When most people hear the term "match-fixing," images of entire teams and refereeing crews conspiring to ensure a pre-determined win or loss in high-profile games are the first thing to come to mind. While that is one possibility, the truth of such plots is usually carried out on smaller scales, protected by bureaucrats and might have more impact on hardcore gamblers and the fixers than actual wins and losses on the pitch. So the news of the European Union investigators at Europol announcing that they suspect 680 matches around the world of being "fixed" since 2008 -- without providing any information on the teams or people involved or clarifying whether the information is new or has already been the subject of trials -- can be difficult to parse.
From the AP:
The European Union's police agency said an 18-month review found 380 suspicious matches in Europe and another 300 questionable games outside the continent, mainly in Africa, Asia and South and Central America. It also found evidence that a Singapore-based crime syndicate was involved in some of the match-fixing.
Europol refused to name any suspected matches, players, officials or match-fixers, saying that would compromise ongoing national investigations, so it remained unclear how much of the information divulged Monday was new or had already been revealed in trials across the continent. [...]
Europol said 425 match officials, club officials, players and criminals from at least 15 countries were involved in fixing European soccer games dating back to 2008. [...]
Its probe uncovered (euro) 8 million ($10.9 million) in betting profits and (euro) 2 million ($2.7 million) in bribes to players and officials and has already led to several prosecutions.

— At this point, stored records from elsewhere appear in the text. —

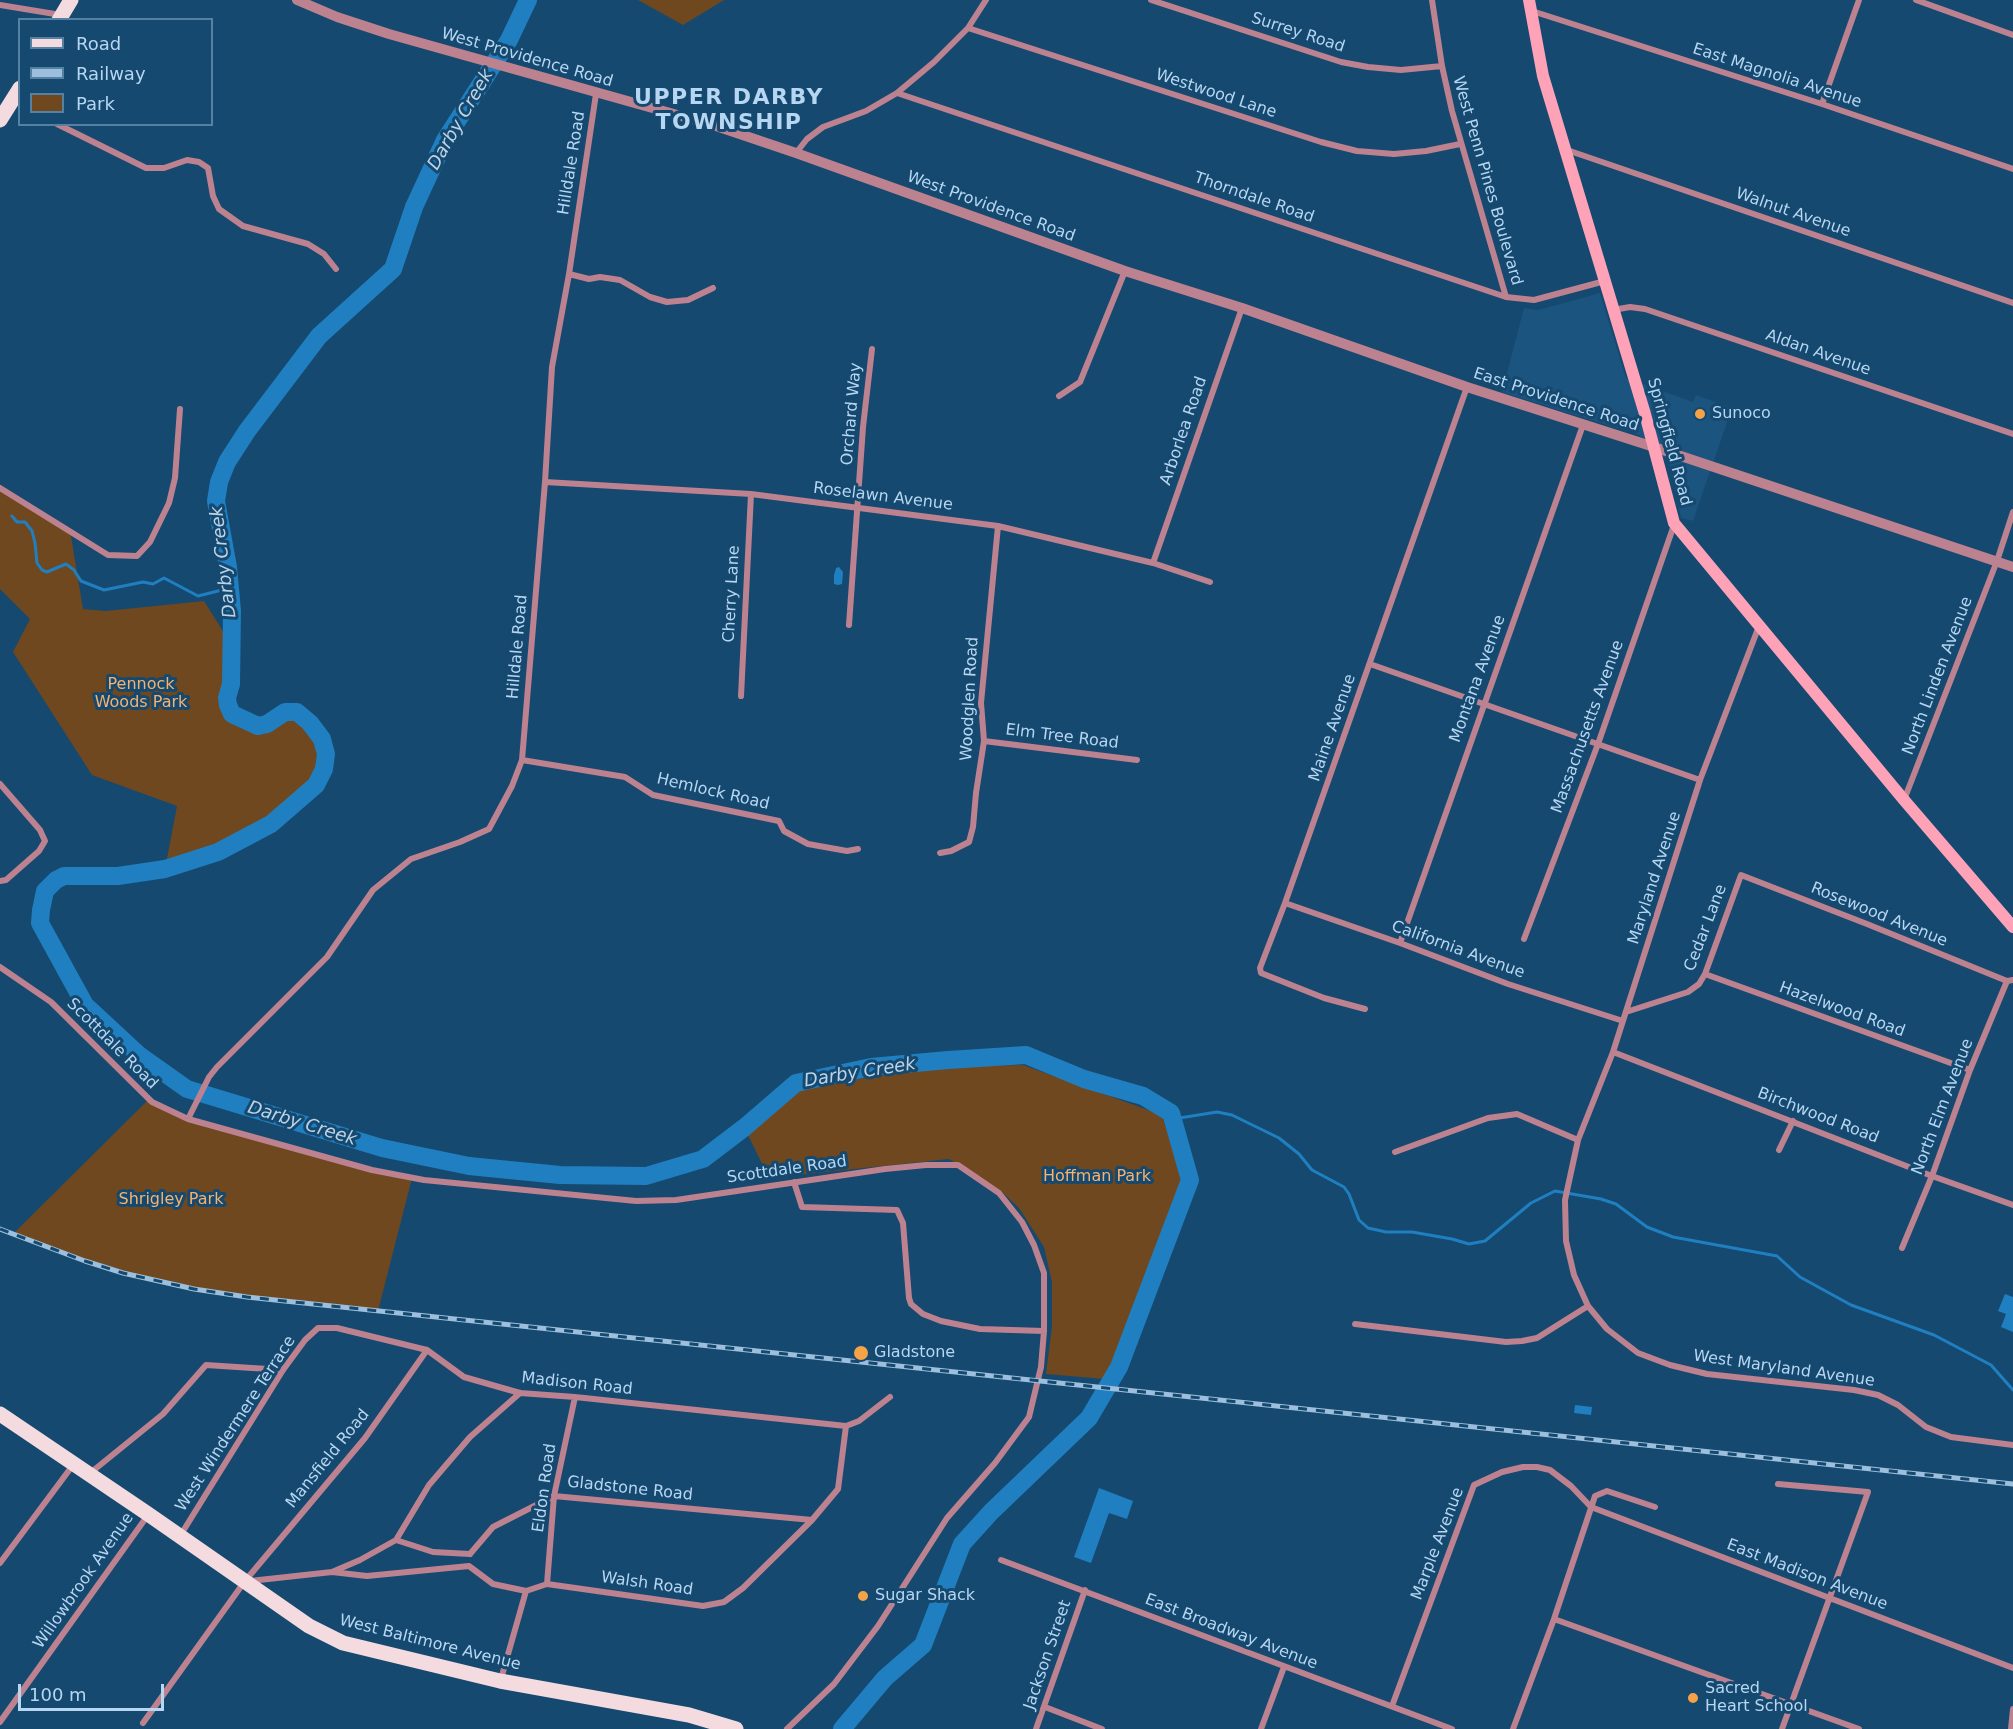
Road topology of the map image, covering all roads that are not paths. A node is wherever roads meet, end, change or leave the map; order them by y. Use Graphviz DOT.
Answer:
graph roads {
  1 [pos="71,0"];
  2 [pos="297,0"];
  3 [pos="986,0"];
  4 [pos="1151,0"];
  5 [pos="1432,0"];
  6 [pos="1859,0"];
  7 [pos="1916,0"];
  8 [pos="0,5"];
  9 [pos="1530,5"];
  10 [pos="60,17"];
  11 [pos="968,28"];
  12 [pos="2013,35"];
  13 [pos="1442,66"];
  14 [pos="18,93"];
  15 [pos="897,93"];
  16 [pos="596,94"];
  17 [pos="1822,104"];
  18 [pos="0,120"];
  19 [pos="61,126"];
  20 [pos="1460,144"];
  21 [pos="1564,149"];
  22 [pos="796,153"];
  23 [pos="2013,169"];
  24 [pos="336,269"];
  25 [pos="1125,271"];
  26 [pos="569,274"];
  27 [pos="1605,281"];
  28 [pos="713,288"];
  29 [pos="1506,297"];
  30 [pos="2013,303"];
  31 [pos="1242,308"];
  32 [pos="1613,310"];
  33 [pos="872,349"];
  34 [pos="1467,387"];
  35 [pos="1059,396"];
  36 [pos="180,409"];
  37 [pos="1583,425"];
  38 [pos="2013,434"];
  39 [pos="1654,447"];
  40 [pos="545,482"];
  41 [pos="0,488"];
  42 [pos="751,494"];
  43 [pos="858,508"];
  44 [pos="2013,512"];
  45 [pos="1674,523"];
  46 [pos="998,526"];
  47 [pos="1997,561"];
  48 [pos="1153,563"];
  49 [pos="2013,567"];
  50 [pos="1210,582"];
  51 [pos="849,625"];
  52 [pos="1759,625"];
  53 [pos="1370,664"];
  54 [pos="741,696"];
  55 [pos="1484,703"];
  56 [pos="984,741"];
  57 [pos="1598,744"];
  58 [pos="522,760"];
  59 [pos="1137,760"];
  60 [pos="1700,780"];
  61 [pos="0,784"];
  62 [pos="1904,800"];
  63 [pos="858,849"];
  64 [pos="940,853"];
  65 [pos="1741,876"];
  66 [pos="0,881"];
  67 [pos="1285,903"];
  68 [pos="2012,923"];
  69 [pos="1524,939"];
  70 [pos="1400,943"];
  71 [pos="0,967"];
  72 [pos="1705,974"];
  73 [pos="2010,980"];
  74 [pos="1365,1009"];
  75 [pos="1626,1012"];
  76 [pos="1623,1021"];
  77 [pos="1613,1052"];
  78 [pos="1970,1070"];
  79 [pos="188,1119"];
  80 [pos="1792,1120"];
  81 [pos="1578,1140"];
  82 [pos="1779,1150"];
  83 [pos="1395,1152"];
  84 [pos="1932,1176"];
  85 [pos="794,1182"];
  86 [pos="2013,1205"];
  87 [pos="1902,1248"];
  88 [pos="1588,1306"];
  89 [pos="1355,1324"];
  90 [pos="318,1328"];
  91 [pos="1044,1331"];
  92 [pos="427,1350"];
  93 [pos="283,1370"];
  94 [pos="519,1393"];
  95 [pos="890,1396"];
  96 [pos="574,1397"];
  97 [pos="0,1414"];
  98 [pos="846,1426"];
  99 [pos="2013,1445"];
  100 [pos="73,1464"];
  101 [pos="89,1474"];
  102 [pos="1778,1484"];
  103 [pos="554,1496"];
  104 [pos="1591,1508"];
  105 [pos="1655,1508"];
  106 [pos="148,1514"];
  107 [pos="812,1520"];
  108 [pos="180,1537"];
  109 [pos="396,1540"];
  110 [pos="470,1554"];
  111 [pos="1001,1560"];
  112 [pos="0,1563"];
  113 [pos="469,1566"];
  114 [pos="332,1572"];
  115 [pos="245,1581"];
  116 [pos="547,1584"];
  117 [pos="1085,1590"];
  118 [pos="526,1591"];
  119 [pos="1830,1597"];
  120 [pos="1554,1619"];
  121 [pos="1284,1667"];
  122 [pos="2013,1668"];
  123 [pos="500,1681"];
  124 [pos="1792,1704"];
  125 [pos="1392,1706"];
  126 [pos="1045,1707"];
  127 [pos="2013,1709"];
  128 [pos="0,1722"];
  129 [pos="144,1724"];
  130 [pos="736,1729"];
  131 [pos="787,1729"];
  132 [pos="1036,1729"];
  133 [pos="1102,1729"];
  134 [pos="1261,1729"];
  135 [pos="1452,1729"];
  136 [pos="1513,1729"];
  137 [pos="1782,1729"];
  138 [pos="1858,1729"];
  139 [pos="2011,1729"];
  1 -- 10 [label="main road"];
  2 -- 16 [label="street, West Providence Road"];
  3 -- 11 [label="street"];
  4 -- 13 [label="street, Surrey Road"];
  5 -- 13 [label="street, West Penn Pines Boulevard"];
  6 -- 17 [label="street"];
  7 -- 12 [label="street"];
  8 -- 10 [label="street"];
  9 -- 17 [label="street, East Magnolia Avenue"];
  9 -- 21 [label="main road, Springfield Road"];
  11 -- 15 [label="street"];
  11 -- 20 [label="street, Westwood Lane"];
  13 -- 20 [label="street, West Penn Pines Boulevard"];
  14 -- 18 [label="main road"];
  15 -- 22 [label="street"];
  15 -- 29 [label="street, Thorndale Road"];
  16 -- 22 [label="street, West Providence Road"];
  16 -- 26 [label="street, Hilldale Road"];
  17 -- 23 [label="street, East Magnolia Avenue"];
  19 -- 24 [label="street"];
  20 -- 29 [label="street, West Penn Pines Boulevard"];
  21 -- 27 [label="main road, Springfield Road"];
  21 -- 30 [label="street, Walnut Avenue"];
  22 -- 25 [label="street, West Providence Road"];
  25 -- 31 [label="street, East Providence Road"];
  25 -- 35 [label="street"];
  26 -- 28 [label="street"];
  26 -- 40 [label="street, Hilldale Road"];
  27 -- 29 [label="street, Thorndale Road"];
  27 -- 32 [label="main road, Springfield Road"];
  31 -- 34 [label="street, East Providence Road"];
  31 -- 48 [label="street, Arborlea Road"];
  32 -- 38 [label="street, Aldan Avenue"];
  32 -- 39 [label="main road, Springfield Road"];
  33 -- 43 [label="street, Orchard Way"];
  34 -- 37 [label="street, East Providence Road"];
  34 -- 53 [label="street, Maine Avenue"];
  36 -- 41 [label="street"];
  37 -- 39 [label="street, East Providence Road"];
  37 -- 55 [label="street, Montana Avenue"];
  39 -- 45 [label="main road, Springfield Road"];
  39 -- 47 [label="street, East Providence Road"];
  40 -- 42 [label="street, Roselawn Avenue"];
  40 -- 58 [label="street, Hilldale Road"];
  42 -- 43 [label="street, Roselawn Avenue"];
  42 -- 54 [label="street, Cherry Lane"];
  43 -- 46 [label="street, Roselawn Avenue"];
  43 -- 51 [label="street, Orchard Way"];
  44 -- 47 [label="street, North Linden Avenue"];
  45 -- 52 [label="main road, Springfield Road"];
  45 -- 57 [label="street, Massachusetts Avenue"];
  46 -- 48 [label="street, Roselawn Avenue"];
  46 -- 56 [label="street, Woodglen Road"];
  47 -- 49 [label="street, East Providence Road"];
  47 -- 62 [label="street, North Linden Avenue"];
  48 -- 50 [label="street, Roselawn Avenue"];
  52 -- 60 [label="street, Maryland Avenue"];
  52 -- 62 [label="main road, Springfield Road"];
  53 -- 55 [label="street"];
  53 -- 67 [label="street, Maine Avenue"];
  55 -- 57 [label="street"];
  55 -- 70 [label="street, Montana Avenue"];
  56 -- 59 [label="street, Elm Tree Road"];
  56 -- 64 [label="street, Woodglen Road"];
  57 -- 60 [label="street"];
  57 -- 69 [label="street, Massachusetts Avenue"];
  58 -- 63 [label="street, Hemlock Road"];
  58 -- 79 [label="street, Hilldale Road"];
  60 -- 75 [label="street, Maryland Avenue"];
  61 -- 66 [label="street"];
  62 -- 68 [label="main road, Springfield Road"];
  65 -- 72 [label="street, Cedar Lane"];
  65 -- 73 [label="street, Rosewood Avenue"];
  67 -- 70 [label="street, California Avenue"];
  67 -- 74 [label="street, Maine Avenue"];
  70 -- 76 [label="street, California Avenue"];
  71 -- 79 [label="street, Scottdale Road"];
  72 -- 75 [label="street, Cedar Lane"];
  72 -- 78 [label="street, Hazelwood Road"];
  73 -- 78 [label="street, North Elm Avenue"];
  75 -- 76 [label="street, Maryland Avenue"];
  76 -- 77 [label="street, Maryland Avenue"];
  77 -- 80 [label="street, Birchwood Road"];
  77 -- 81 [label="street, Maryland Avenue"];
  78 -- 84 [label="street, North Elm Avenue"];
  79 -- 85 [label="street, Scottdale Road"];
  80 -- 82 [label="street"];
  80 -- 84 [label="street, Birchwood Road"];
  81 -- 83 [label="street"];
  81 -- 88 [label="street, West Maryland Avenue"];
  84 -- 86 [label="street, Birchwood Road"];
  84 -- 87 [label="street, North Elm Avenue"];
  85 -- 91 [label="street"];
  85 -- 91 [label="street, Scottdale Road"];
  88 -- 89 [label="street"];
  88 -- 99 [label="street, West Maryland Avenue"];
  90 -- 92 [label="street, Madison Road"];
  90 -- 93 [label="street, West Windermere Terrace"];
  91 -- 131 [label="street, Scottdale Road"];
  92 -- 94 [label="street, Madison Road"];
  92 -- 115 [label="street, Mansfield Road"];
  93 -- 101 [label="street"];
  93 -- 108 [label="street, West Windermere Terrace"];
  94 -- 96 [label="street, Madison Road"];
  94 -- 109 [label="street"];
  95 -- 98 [label="street"];
  96 -- 98 [label="street, Madison Road"];
  96 -- 103 [label="street, Eldon Road"];
  97 -- 100 [label="main road, West Baltimore Avenue"];
  98 -- 107 [label="street, Walsh Road"];
  100 -- 101 [label="main road, West Baltimore Avenue"];
  100 -- 112 [label="street"];
  101 -- 106 [label="main road, West Baltimore Avenue"];
  102 -- 119 [label="street"];
  103 -- 107 [label="street, Gladstone Road"];
  103 -- 110 [label="street, Gladstone Road"];
  103 -- 116 [label="street, Eldon Road"];
  104 -- 105 [label="street"];
  104 -- 119 [label="street, East Madison Avenue"];
  104 -- 120 [label="street"];
  104 -- 125 [label="street, Marple Avenue"];
  106 -- 108 [label="main road, West Baltimore Avenue"];
  106 -- 128 [label="street, Willowbrook Avenue"];
  107 -- 116 [label="street, Walsh Road"];
  108 -- 115 [label="main road, West Baltimore Avenue"];
  109 -- 110 [label="street"];
  109 -- 114 [label="street"];
  110 -- 113 [label="street"];
  111 -- 117 [label="street, East Broadway Avenue"];
  113 -- 114 [label="street"];
  113 -- 118 [label="street"];
  114 -- 115 [label="street"];
  115 -- 123 [label="main road, West Baltimore Avenue"];
  115 -- 129 [label="street, Mansfield Road"];
  116 -- 118 [label="street, Walsh Road"];
  117 -- 121 [label="street, East Broadway Avenue"];
  117 -- 126 [label="street, Jackson Street"];
  118 -- 123 [label="street"];
  119 -- 122 [label="street, East Madison Avenue"];
  119 -- 124 [label="street"];
  120 -- 124 [label="street"];
  120 -- 136 [label="street"];
  121 -- 125 [label="street, East Broadway Avenue"];
  121 -- 134 [label="street"];
  123 -- 130 [label="main road, West Baltimore Avenue"];
  124 -- 137 [label="street"];
  124 -- 138 [label="street"];
  125 -- 135 [label="street, East Broadway Avenue"];
  126 -- 132 [label="street, Jackson Street"];
  126 -- 133 [label="street"];
  127 -- 139 [label="street"];
}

According to Europol, two World Cup qualifying matches in Africa plus one in Central America are under suspicion. Two Champions League matches, including one that took place in the U.K. are also being scrutinized. Danish newspaper Ekstra Bladet reports that those matches both involved Hungarian side Debrecen in 2009 and that goalkeeper Vukasin Poleksic was bribed to ensure that more than 2.5 goals were scored in their group-stage match at Liverpool for betting purposes. Liverpool only managed to score once though, and the match ended 1-0 to inadvertently foil the fixers' efforts with their inability to score against a goalkeeper who was allegedly trying to help them do so. Ekstra Bladet also alleges that the other Champions League match in question was Debrecen's 4-3 group-stage loss to Fiorentina that same year. Fiorentina scored all four of their goals in the first half. Poleksic has already served a two-year ban from UEFA for failing to report the fact that match fixers approached him before the match.
Another example of "match-fixing" (and evidence for why more nuanced terms might be necessary) that isn't included in this investigation was revealed by retired footballer Matt Le Tissier in 2009. He wrote in his autobiography that he bet on the timing of the first throw-in during a 1995 Premier League match between his Southampton side and Wimbledon and then tried to deliberately kick the ball out within the first 30 seconds to cash in. The ball didn't go out until 70 seconds in and Le Tissier broke even on the bet.
The Europol investigation highlighted "widespread involvement of organized crime," specifically from a Singapore-based network, but, again, they didn't name any names. Journalist Declan Hill, who has done tremendous work on the subject of match-fixing, says the puppet master at the top of these syndicates has been identified by European police as Dan Tan. But the Singaporean government has refused to serve international arrest warrants against him. Hill says that until Tan is aggressively pursued, the fight against match-fixing from organizations like FIFA and Interpol will remain a "farce."
UPDATE: Debrecen have confirmed that the Liverpool match was investigated, but dismissed it as old news, as much of Europol's findings could be.